How can they (or not), indeed. How can they not see the treasure we who have not lived there all our lives have come to fall in love with? We who dream and save to see, touch, taste, smell, and experience the tantamount aspect of Italian sensibility FEEL what one travel book described "the land of your most ancient dreams".  Yes! They are our most ancient dreams because they come from our most ancient foundations: Italy's past is the bedrock of modern western civilization. Civilization that goes back beyond its contribution of the Renaissance, that gave us the locations of the Odyssy and Persephone's island. Thousands of years later the winds that blew Odysseus back to the Aeolian islands are still producing whitecaps in the Straits of Messina.  A land that gave us mysteries and miracles and a real sense of the sacred:  the supposed sighting of Michael the Archangel on the Garfano promontory inspired a pilgrimage site that, upon entering, moved both myself and my Jewish friend to tears.  Italy gave us salt from Venice, the name "Vulcano" from the ancient island where the homonymous blackmith to the gods was based, and thousands of uses for olive oil. It gave us the arch, the dome, the stadium, the acquaduct, and the race track. It gave us the Commedia dell'arte and its characters and plots for Shakespeare's inspiration. How can a culture of "bunga bunga" supplant the preservation of thousands of years of cultural contributions for anyone connected with Italy? Is there no pride left?
My friend says the lack of appreciation for what we have in Italy, and where we come from stems from "egoismo".  More than "ego", the translation rolls the toxic combination of sefishness and arrogance into one concept.

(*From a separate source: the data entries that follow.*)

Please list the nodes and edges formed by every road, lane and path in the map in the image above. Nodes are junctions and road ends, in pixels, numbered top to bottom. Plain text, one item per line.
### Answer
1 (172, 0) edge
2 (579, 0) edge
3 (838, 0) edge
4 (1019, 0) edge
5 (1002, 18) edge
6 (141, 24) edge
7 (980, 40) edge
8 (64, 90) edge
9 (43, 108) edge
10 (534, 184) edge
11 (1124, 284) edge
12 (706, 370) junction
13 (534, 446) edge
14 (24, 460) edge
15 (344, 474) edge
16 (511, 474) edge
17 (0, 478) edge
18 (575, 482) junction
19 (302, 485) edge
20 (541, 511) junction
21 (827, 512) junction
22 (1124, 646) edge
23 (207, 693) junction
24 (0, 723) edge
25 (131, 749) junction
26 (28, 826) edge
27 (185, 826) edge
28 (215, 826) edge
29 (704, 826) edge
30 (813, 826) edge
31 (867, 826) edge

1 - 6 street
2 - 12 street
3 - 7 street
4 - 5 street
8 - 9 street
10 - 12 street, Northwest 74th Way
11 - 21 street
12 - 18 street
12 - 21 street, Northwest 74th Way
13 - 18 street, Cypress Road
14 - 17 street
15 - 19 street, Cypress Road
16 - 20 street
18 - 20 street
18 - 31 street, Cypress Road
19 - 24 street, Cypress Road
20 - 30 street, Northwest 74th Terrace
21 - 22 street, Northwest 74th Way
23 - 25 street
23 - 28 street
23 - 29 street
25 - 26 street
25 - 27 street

 Piazza della Signoria Florence

 Grazing in a Vineyard, Loreto Aprutino, Abruzzo

 For a few days now, I've been in a funk trying to figure out how to counter such a mindset. If so many politicians still in office have the same attitude, what will become of the beloved country of my father and grandfather? What is the antidote to the toxin "egoismo"? Just now it occured to me: Love. Simple love. I'll play matchmaker. I'll  bring those who love and appreciate what Italy has to offer together with Italy itself. One visit at a time. One summer at a time. I've already seen what appreciation of their little town does to the hearts and souls of my friends and neighbors in Castiglione Messer Raimondo. It sends them soaring. There doesn't need to be big bang of immediate political and financial change. Just a steady glow of appreciation from admirers. I'd like to think that eventually it will sweep all the egotists away into Homer's dark, Mediterranean sea. To be replaced by those who will maintain Italy's history and dignity. Who will coninue to support the selfless people I've come to know in Abruzzo and elsewhere who will run out of their houses and hand a stranger a bottle of home-made wine as you stumble along a dusty hiking trail. A gesture, to again quote the travel book "that is a million years old, far beyond courtesy, rooted in ancient communion."